Alonso selbst hatte schon am Samstag nach seiner da noch vorübergehenden Nicht-Qualifikation gesagt, dass es, sollte es auch am Sonntag nicht klappen, verdient wäre. Damit spielte der Spanier auf das in der gesamten Trainingswoche vermisste Tempo seines McLaren-Chevrolet an. "Wir waren ja nicht nur heute nicht schnell genug, sondern das triff auf uns bei diesem ganzen Event zu", unterstreicht Alonso nach der Enttäuschung vom Sonntag nachdrücklich.

Und Brown unterstreicht abermals: "Einkaufen kann sich jeder. Wir wollen den Einzug durch Leistung schaffen." Auch Juncos-Teamboss Ricardo Juncos, dessen Fahrer Kyle Kaiser derjenige war, der Alonso in letzter Sekunde noch vom entscheidenden 33. Startplatz verdrängt hat, hält nichts von der Idee, etwa mit McLaren-Geldern seine Budget-Sorgen zu lindern, dafür aber Alonso statt Kaiser fahren zu lassen. Juncos' Antwort auf entsprechende Nachfrage von 'Motorsport.com': "Wir fahren nächstes Wochenende - fertig."

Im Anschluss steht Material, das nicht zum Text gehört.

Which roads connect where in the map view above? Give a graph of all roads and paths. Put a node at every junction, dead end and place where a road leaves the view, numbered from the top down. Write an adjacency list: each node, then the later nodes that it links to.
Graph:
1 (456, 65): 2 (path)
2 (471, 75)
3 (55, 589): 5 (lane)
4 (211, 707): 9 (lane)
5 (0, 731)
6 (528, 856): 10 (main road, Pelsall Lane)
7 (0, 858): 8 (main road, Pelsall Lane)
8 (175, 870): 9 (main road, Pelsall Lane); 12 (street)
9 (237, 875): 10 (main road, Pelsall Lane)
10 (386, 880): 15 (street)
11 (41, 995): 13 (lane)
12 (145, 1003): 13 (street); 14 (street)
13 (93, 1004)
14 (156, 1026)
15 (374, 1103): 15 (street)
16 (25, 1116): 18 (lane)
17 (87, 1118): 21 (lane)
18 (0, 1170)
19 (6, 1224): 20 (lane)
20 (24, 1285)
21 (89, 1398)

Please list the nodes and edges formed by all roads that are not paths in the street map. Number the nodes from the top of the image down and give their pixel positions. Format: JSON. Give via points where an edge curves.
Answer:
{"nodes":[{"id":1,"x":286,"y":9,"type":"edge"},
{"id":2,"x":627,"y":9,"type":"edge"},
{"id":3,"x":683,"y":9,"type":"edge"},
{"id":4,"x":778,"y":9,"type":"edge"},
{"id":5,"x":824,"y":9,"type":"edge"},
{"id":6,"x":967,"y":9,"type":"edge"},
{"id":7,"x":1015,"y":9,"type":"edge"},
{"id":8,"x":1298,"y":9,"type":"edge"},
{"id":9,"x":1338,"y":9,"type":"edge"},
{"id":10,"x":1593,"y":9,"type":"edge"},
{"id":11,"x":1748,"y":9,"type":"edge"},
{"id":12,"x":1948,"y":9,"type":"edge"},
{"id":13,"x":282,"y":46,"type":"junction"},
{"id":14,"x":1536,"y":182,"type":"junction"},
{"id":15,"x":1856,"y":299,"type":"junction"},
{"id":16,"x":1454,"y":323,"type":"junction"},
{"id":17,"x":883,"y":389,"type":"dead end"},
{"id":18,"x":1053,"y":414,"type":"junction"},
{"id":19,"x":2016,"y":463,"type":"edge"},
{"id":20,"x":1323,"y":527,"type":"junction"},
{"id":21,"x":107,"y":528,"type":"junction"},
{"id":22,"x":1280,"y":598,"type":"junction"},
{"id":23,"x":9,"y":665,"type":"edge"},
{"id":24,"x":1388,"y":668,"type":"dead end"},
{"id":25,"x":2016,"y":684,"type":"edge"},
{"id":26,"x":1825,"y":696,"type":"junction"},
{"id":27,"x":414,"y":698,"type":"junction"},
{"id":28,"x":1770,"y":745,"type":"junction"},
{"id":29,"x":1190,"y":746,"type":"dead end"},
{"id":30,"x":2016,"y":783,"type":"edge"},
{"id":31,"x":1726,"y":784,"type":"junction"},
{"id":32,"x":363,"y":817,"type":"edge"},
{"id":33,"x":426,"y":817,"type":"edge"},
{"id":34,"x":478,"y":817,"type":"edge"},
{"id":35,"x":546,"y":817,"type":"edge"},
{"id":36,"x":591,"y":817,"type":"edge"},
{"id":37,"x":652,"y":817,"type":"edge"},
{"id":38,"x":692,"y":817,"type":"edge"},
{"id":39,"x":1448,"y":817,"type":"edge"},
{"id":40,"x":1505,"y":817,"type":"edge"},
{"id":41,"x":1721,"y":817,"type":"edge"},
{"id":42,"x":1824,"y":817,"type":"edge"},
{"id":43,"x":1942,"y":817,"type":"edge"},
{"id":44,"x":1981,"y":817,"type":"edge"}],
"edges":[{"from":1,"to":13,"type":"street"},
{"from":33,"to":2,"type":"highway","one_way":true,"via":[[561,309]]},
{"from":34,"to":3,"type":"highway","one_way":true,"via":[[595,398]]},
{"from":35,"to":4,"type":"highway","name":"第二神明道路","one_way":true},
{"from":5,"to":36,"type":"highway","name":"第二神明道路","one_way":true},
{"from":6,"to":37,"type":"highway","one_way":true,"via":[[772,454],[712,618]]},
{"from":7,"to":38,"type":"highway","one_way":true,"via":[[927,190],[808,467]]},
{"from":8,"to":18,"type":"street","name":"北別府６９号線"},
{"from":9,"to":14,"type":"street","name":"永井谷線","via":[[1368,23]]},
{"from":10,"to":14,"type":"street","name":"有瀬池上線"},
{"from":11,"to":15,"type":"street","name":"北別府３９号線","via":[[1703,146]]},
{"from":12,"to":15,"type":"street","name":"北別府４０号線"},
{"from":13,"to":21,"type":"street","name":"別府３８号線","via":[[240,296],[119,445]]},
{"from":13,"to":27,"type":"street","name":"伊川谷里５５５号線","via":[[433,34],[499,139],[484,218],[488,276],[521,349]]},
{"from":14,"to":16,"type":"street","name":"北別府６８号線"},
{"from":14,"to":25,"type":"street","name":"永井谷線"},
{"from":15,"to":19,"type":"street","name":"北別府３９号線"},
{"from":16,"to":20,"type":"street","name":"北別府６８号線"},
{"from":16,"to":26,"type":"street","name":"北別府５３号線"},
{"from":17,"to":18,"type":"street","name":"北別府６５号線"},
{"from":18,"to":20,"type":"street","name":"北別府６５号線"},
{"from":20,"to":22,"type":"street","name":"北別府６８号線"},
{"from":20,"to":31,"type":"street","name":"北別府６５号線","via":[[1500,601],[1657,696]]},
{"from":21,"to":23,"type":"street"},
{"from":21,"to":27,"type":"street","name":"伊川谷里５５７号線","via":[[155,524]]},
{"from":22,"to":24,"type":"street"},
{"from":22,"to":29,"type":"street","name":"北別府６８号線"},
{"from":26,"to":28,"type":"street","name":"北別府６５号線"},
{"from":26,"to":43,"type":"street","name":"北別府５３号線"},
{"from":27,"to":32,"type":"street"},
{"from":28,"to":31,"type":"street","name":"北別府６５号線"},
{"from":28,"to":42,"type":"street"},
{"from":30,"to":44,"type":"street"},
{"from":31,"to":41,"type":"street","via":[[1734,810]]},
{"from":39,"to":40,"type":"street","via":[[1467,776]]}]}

Alonso muss sich bis mindestens Mai 2020 damit trösten, dass er zwei der drei Haken hinter dem Gewinn der "Triple Crown" sicher hat: den Sieg beim Formel-1-Grand-Prix von Monaco (2006 und 2007) und den Sieg bei den 24 Stunden von Le Mans (2018). Zudem war der Spanier im Januar 2019 bei den 24 Stunden von Daytona siegreich. Und er steht kurz vor dem Gewinn des WEC-Titels 2018/19, was sein dritter WM-Titel nach seinen beiden Formel-1-Titeln (2005 und 2006) wäre.

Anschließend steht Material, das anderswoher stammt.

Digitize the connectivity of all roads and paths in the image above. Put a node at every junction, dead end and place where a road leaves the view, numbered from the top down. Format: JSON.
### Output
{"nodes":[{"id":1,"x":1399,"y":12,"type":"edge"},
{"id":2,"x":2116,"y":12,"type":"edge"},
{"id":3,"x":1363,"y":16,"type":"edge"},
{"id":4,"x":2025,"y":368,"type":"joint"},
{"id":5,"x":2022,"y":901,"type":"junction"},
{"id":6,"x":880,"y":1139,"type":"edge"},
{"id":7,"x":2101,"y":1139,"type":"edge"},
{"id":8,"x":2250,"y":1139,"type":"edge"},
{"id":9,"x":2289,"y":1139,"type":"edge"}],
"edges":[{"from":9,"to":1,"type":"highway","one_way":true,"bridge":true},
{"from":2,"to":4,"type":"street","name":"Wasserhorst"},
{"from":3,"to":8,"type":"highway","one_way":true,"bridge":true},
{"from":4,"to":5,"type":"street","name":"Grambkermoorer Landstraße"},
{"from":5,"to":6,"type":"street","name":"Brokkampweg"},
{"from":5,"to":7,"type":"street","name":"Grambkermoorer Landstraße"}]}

"Das alles kann man nur erreichen, wenn man es überhaupt probiert", weiß Alonso und stellt damit auch ohne konkreten Termin erneut in den Raum, in Zukunft zum Indy 500 zurückkehren zu wollen, um dann einen neuen Angriff auf den ersehnten Gewinn der "Triple Crown" zu starten.